#### TASK STATEMENT:
Lines with the word "function" in them must be copied from the records below.

#### RECORDS PROVIDED:
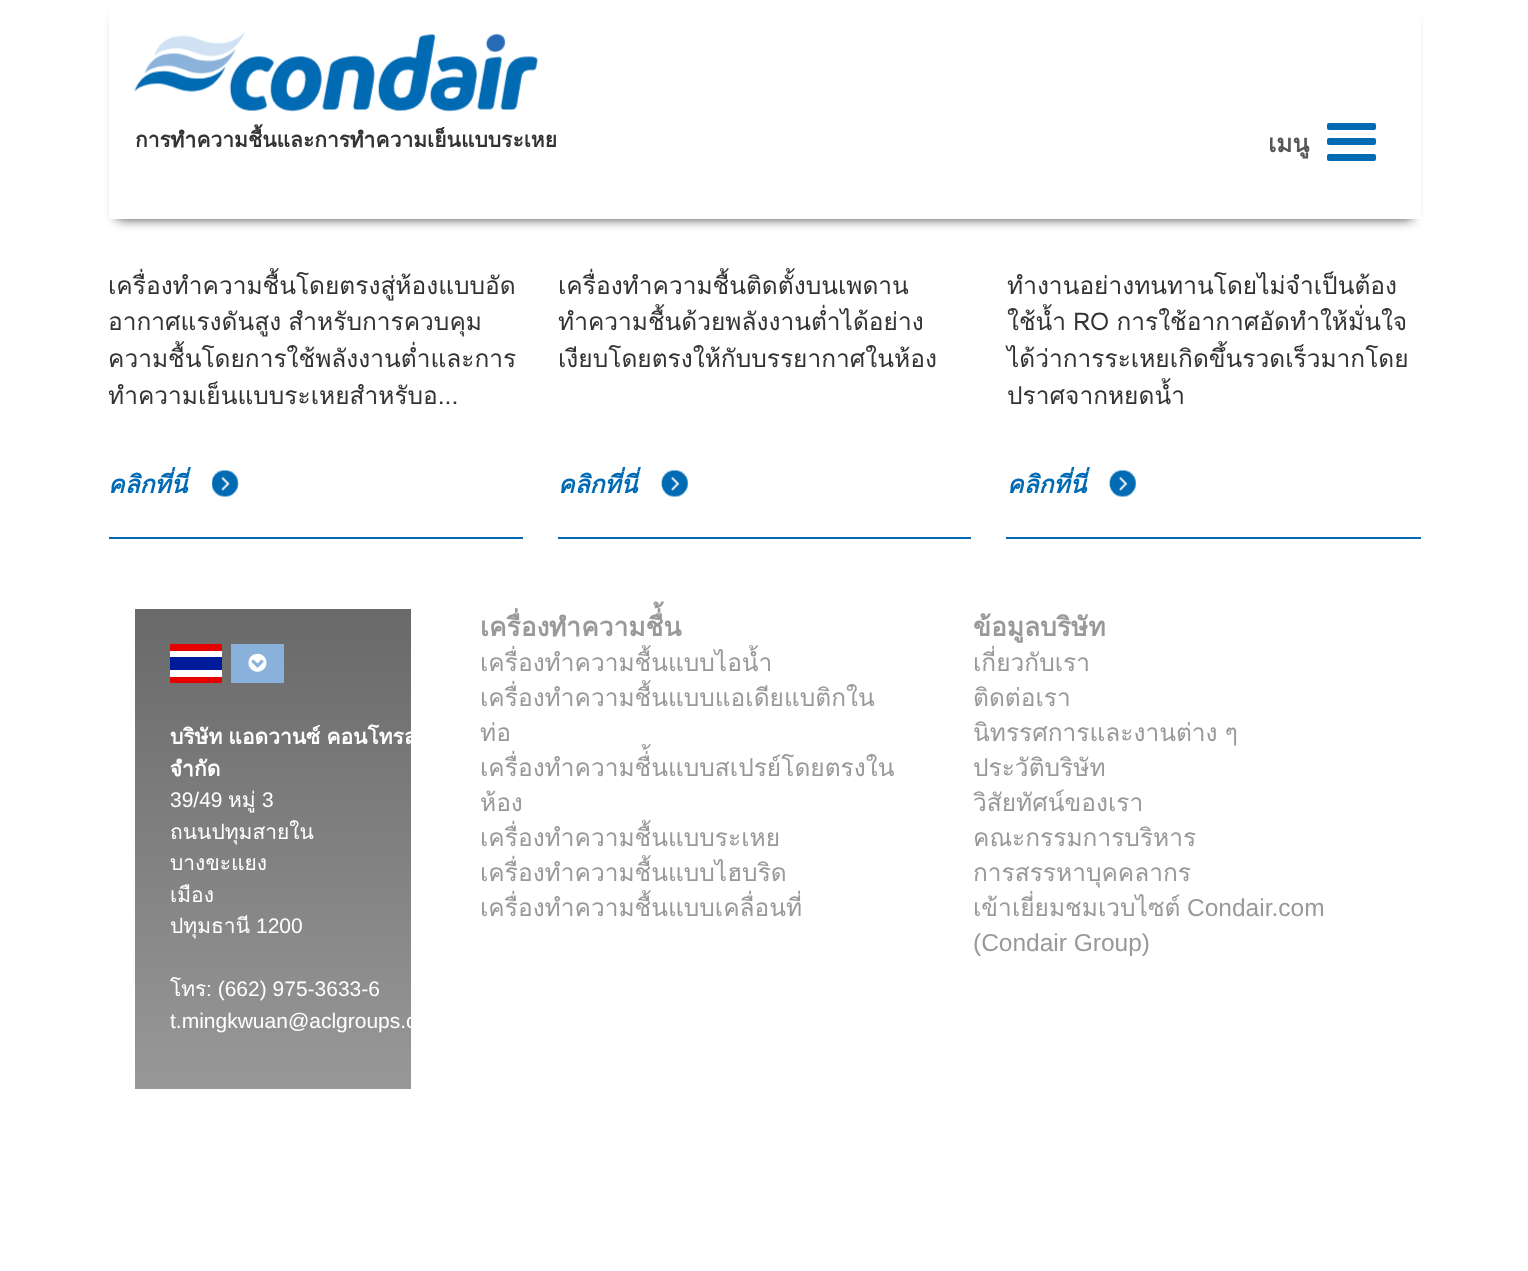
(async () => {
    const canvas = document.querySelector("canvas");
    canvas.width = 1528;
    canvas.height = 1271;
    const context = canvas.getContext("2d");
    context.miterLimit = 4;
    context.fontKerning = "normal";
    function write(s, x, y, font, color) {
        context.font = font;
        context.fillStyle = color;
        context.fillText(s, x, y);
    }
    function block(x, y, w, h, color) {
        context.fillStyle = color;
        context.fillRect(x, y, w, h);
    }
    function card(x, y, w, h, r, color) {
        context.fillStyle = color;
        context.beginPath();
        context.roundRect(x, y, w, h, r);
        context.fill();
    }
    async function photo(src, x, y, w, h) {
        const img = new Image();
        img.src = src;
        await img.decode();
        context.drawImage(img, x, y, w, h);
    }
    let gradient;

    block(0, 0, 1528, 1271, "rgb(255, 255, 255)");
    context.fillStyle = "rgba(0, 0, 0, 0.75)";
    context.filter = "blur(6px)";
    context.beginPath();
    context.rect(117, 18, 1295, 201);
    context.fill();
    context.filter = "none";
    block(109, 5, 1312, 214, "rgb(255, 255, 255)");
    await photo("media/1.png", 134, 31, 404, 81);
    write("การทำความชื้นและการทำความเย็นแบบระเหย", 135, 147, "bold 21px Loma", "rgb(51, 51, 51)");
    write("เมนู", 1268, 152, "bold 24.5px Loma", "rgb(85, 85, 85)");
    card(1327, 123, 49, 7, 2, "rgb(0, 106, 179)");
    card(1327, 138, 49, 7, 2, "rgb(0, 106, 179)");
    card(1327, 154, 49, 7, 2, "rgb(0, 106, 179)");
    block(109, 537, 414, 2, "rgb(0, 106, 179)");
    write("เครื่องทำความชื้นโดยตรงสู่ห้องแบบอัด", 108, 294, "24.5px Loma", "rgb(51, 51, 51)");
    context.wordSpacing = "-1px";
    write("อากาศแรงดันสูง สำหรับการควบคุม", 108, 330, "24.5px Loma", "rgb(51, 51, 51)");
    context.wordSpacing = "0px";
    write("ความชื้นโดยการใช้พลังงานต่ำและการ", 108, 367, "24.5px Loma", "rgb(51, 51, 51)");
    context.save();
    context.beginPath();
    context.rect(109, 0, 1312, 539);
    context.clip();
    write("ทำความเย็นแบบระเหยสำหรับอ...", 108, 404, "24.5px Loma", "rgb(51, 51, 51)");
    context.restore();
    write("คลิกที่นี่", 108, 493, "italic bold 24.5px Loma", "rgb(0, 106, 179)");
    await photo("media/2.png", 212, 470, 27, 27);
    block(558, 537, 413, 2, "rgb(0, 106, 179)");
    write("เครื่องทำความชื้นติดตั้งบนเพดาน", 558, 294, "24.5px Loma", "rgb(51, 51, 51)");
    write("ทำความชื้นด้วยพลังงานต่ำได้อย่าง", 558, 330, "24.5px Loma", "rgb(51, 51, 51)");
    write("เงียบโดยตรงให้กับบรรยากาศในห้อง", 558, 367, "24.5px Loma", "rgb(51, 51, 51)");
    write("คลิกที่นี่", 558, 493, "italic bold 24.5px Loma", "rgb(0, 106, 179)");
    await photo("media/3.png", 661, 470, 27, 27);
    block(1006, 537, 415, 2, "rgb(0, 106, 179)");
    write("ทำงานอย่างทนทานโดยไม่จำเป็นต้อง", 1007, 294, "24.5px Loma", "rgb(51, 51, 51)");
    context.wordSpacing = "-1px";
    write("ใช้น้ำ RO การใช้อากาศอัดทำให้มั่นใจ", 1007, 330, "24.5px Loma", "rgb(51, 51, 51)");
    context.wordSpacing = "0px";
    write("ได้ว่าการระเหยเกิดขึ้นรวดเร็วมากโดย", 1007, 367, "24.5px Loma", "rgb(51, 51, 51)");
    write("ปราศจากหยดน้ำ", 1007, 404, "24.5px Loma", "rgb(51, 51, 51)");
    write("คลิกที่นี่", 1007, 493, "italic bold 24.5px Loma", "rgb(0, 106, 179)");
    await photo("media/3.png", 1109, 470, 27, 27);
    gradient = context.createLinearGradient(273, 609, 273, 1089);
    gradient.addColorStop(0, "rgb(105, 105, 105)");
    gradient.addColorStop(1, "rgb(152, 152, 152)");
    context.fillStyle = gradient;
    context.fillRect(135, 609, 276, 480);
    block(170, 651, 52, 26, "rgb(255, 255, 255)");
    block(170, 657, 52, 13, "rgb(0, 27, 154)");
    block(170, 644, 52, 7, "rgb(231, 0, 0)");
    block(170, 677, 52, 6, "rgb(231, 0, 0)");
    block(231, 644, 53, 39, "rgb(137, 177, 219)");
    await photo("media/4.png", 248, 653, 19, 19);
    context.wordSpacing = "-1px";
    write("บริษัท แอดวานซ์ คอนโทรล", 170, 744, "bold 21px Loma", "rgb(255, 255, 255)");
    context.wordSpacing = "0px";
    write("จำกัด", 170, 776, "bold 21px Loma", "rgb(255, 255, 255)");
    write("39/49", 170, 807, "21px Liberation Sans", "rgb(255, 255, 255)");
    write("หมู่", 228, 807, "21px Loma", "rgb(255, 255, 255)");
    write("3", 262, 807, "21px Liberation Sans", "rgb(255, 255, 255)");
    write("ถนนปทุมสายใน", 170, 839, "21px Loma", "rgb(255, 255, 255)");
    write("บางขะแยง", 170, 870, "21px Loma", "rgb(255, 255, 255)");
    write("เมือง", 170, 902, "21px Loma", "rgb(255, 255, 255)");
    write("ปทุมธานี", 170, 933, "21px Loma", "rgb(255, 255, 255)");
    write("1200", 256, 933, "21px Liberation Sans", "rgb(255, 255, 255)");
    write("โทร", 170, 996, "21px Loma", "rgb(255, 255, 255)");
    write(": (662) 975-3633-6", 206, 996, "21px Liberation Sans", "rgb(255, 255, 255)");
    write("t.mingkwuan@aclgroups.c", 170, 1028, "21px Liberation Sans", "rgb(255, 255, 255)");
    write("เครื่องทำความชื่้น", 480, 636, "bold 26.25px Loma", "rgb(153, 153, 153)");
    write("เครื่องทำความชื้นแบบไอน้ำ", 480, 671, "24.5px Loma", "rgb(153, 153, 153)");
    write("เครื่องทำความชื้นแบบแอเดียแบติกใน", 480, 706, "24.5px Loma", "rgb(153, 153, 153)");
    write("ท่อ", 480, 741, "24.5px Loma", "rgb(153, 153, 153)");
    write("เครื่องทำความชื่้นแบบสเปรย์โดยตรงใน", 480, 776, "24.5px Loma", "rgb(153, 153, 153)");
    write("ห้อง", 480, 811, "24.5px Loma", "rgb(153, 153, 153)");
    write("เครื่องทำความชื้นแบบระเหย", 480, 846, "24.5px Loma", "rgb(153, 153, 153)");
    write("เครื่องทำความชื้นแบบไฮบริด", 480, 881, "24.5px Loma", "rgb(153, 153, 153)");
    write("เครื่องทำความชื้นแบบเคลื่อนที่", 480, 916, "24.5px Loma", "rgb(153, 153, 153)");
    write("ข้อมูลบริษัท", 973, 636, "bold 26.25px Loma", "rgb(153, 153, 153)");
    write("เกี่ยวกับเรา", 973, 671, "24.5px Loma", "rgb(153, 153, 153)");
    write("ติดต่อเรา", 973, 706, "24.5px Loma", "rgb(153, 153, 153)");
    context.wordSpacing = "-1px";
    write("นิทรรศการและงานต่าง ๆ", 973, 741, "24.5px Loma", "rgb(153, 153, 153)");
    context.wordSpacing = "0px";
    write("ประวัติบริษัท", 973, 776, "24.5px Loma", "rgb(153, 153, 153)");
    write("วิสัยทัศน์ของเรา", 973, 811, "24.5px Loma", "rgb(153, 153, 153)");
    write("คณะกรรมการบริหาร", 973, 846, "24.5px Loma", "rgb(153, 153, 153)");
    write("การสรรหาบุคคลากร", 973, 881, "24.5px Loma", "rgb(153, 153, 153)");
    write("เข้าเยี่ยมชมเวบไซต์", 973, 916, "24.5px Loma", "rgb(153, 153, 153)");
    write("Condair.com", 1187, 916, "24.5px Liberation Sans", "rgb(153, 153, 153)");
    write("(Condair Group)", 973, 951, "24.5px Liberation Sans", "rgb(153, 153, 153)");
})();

#### SOLVED PROBLEM:
    function write(s, x, y, font, color) {
    function block(x, y, w, h, color) {
    function card(x, y, w, h, r, color) {
    async function photo(src, x, y, w, h) {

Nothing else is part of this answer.